Le travail c'est le travail ,avec des hauts et des bas mais il y a certaines règles de management et une façon de communiquer humainement avec ses salariés...
Aujourd'hui j'en croise quelques uns qui me disent que JAMAIS dans leur carrière professionnelle ils n'ont retrouvé le bien être qu'ils avaient chez moi.
Et croyez-moi, d'entendre cela me fait grand plaisir ,c'est une grande satisfaction personnelle
Je souhaite à ces 2 personnes de Paté de gagner leur procès pour qu'elles soient enfin en paix!

tohub02

26/01/2012 à 20h55 | 4

Pourquoi codebar met-il en doute l'intégrité de Brigitte .Connait -il le fond du dossier?
Quatre années de la vie à souffrir moralement,est-ce cela une vie de salarié? Qu'en est il de l'esprit d'entreprise que nos dirigeants revendiquent?
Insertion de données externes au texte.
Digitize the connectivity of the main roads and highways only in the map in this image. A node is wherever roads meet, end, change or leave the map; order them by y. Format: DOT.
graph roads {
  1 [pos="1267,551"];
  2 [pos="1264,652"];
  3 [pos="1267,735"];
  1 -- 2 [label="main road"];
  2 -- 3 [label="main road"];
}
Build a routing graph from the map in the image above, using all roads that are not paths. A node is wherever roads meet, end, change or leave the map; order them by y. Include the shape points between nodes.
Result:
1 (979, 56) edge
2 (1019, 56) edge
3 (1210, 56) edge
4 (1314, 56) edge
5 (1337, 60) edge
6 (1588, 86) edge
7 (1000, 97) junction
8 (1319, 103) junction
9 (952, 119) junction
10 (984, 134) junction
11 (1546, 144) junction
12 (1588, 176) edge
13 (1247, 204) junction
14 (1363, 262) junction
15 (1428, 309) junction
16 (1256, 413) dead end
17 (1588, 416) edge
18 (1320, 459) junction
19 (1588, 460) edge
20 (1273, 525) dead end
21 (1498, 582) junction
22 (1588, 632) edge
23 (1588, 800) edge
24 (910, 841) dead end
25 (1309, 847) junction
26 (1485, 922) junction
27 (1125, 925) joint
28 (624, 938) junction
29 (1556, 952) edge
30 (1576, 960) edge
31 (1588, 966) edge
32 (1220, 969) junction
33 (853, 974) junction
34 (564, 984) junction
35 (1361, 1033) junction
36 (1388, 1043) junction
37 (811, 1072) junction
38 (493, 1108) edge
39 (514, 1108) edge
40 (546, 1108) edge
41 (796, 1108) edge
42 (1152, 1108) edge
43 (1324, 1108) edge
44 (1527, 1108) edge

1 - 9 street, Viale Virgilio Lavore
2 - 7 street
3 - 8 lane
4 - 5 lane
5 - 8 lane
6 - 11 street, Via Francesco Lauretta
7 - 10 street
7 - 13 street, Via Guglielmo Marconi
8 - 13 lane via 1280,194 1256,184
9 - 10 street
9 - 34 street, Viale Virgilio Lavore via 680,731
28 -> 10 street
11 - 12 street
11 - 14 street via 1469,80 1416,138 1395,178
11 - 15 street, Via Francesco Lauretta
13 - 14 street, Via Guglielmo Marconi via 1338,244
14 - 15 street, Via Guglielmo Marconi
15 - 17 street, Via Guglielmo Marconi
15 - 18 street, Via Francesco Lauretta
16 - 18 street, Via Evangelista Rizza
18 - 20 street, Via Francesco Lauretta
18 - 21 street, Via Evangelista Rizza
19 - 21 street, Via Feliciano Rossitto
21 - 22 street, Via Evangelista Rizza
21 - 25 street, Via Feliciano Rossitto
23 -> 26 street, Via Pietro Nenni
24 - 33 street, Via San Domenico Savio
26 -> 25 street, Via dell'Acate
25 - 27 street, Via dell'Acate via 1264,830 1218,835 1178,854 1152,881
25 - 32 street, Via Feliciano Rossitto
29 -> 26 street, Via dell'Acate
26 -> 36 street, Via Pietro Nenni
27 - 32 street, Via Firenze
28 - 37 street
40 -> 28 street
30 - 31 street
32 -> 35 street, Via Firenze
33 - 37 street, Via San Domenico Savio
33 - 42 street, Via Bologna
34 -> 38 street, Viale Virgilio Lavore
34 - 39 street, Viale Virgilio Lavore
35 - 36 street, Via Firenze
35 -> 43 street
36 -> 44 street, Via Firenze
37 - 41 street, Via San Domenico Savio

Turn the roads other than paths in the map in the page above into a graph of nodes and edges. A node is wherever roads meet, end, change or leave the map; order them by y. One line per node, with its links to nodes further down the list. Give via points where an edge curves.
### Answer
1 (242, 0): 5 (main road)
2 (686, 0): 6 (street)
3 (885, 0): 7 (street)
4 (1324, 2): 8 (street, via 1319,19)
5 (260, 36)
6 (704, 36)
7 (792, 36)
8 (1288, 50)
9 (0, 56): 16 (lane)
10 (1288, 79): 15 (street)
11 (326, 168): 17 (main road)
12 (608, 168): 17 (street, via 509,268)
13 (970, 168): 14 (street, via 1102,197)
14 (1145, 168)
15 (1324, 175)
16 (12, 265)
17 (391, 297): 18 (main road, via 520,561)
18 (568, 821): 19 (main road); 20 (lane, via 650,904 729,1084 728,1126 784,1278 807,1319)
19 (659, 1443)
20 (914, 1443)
Etre bien au travail,n'est-ce pas là toute attente d'un salarié normal ? Tant de questions que je pose et qui n'attendent que des réponses!
codebar cherche-t-il des adeptes pour se refaire une virginité d'entreprise ? Met-il en doute la valeur de la CPAM qui a du être mise à contribution dans le cas de Brigitte ?

bretzel liquide

26/01/2012 à 12h43 | 1

Si je calcule bien, mars 2008, ça fera bientôt 4 ans d'arrêt maladie ! Le relais de la CPAM s'arrêtant au bout de 3 ans, ça fait donc 1 ans que "Brigitte" ne touche plus aucun salaire. 4 ans d'attente à Soissons, et toujours pas de décision de justice ? L'entreprise se sépare de ses salariés à bon compte en les poussant à bout ou en utilisant des motifs de licenciement abusifs, le tout au frais de la collectivité à travers les organismes de solidarité publique que sont pôle-emploi ou la CPAM. Les prud'hommes d'Epinal ont vu juste en condamnant Paté à rembourser pôle-emploi.

Codebar

25/01/2012 à 13h11

"Brigitte y est salariée depuis seize ans, mais elle est en arrêt maladie depuis mars 2008, pour dépression" Hum, 3 ans de dépression… 3 ans d'arrêt maladie… hum hum hum… Heureusement qu'elle est pas à son compte.